→ **What to do**
Repeat all of the records word for word, but skip any picture.

→ **Source records**
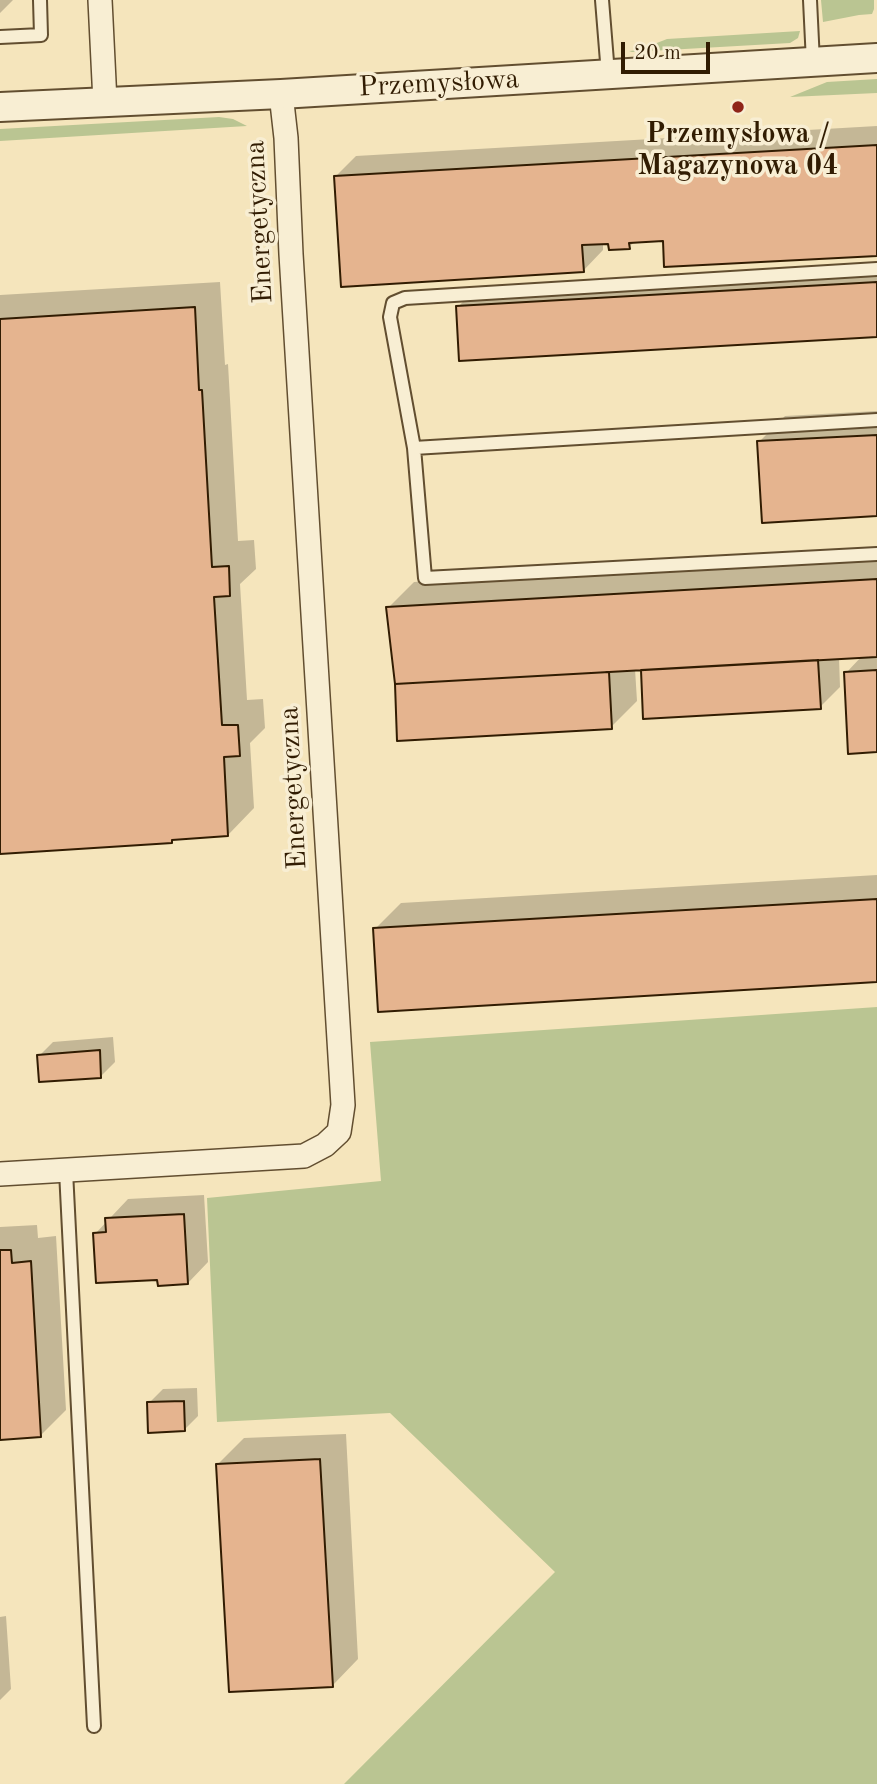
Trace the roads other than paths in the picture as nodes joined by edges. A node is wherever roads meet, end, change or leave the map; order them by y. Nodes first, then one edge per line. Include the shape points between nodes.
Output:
1 (40, 0) edge
2 (100, 0) edge
3 (602, 0) edge
4 (810, 0) edge
5 (0, 37) edge
6 (877, 58) edge
7 (813, 62) junction
8 (608, 74) junction
9 (281, 94) junction
10 (105, 102) junction
11 (0, 107) edge
12 (877, 269) edge
13 (877, 420) edge
14 (414, 448) junction
15 (877, 554) edge
16 (66, 1171) junction
17 (0, 1174) edge
18 (94, 1726) dead end

1 - 5 lane via 41,35
2 - 10 street
3 - 8 lane
4 - 7 lane
6 - 7 street, Przemysłowa
7 - 8 street, Przemysłowa
8 - 9 street, Przemysłowa
9 - 10 street, Przemysłowa
9 - 16 street, Energetyczna via 343,1105 339,1132 304,1156
10 - 11 street, Przemysłowa
12 - 14 lane via 405,298 393,303 390,317
13 - 14 lane
14 - 15 lane via 425,578
16 - 17 street, Energetyczna
16 - 18 lane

→ **Final answer**
Trace the roads other than paths in the picture as nodes joined by edges. A node is wherever roads meet, end, change or leave the map; order them by y. Nodes first, then one edge per line. Include the shape points between nodes.
Output:
1 (40, 0) edge
2 (100, 0) edge
3 (602, 0) edge
4 (810, 0) edge
5 (0, 37) edge
6 (877, 58) edge
7 (813, 62) junction
8 (608, 74) junction
9 (281, 94) junction
10 (105, 102) junction
11 (0, 107) edge
12 (877, 269) edge
13 (877, 420) edge
14 (414, 448) junction
15 (877, 554) edge
16 (66, 1171) junction
17 (0, 1174) edge
18 (94, 1726) dead end

1 - 5 lane via 41,35
2 - 10 street
3 - 8 lane
4 - 7 lane
6 - 7 street, Przemysłowa
7 - 8 street, Przemysłowa
8 - 9 street, Przemysłowa
9 - 10 street, Przemysłowa
9 - 16 street, Energetyczna via 343,1105 339,1132 304,1156
10 - 11 street, Przemysłowa
12 - 14 lane via 405,298 393,303 390,317
13 - 14 lane
14 - 15 lane via 425,578
16 - 17 street, Energetyczna
16 - 18 lane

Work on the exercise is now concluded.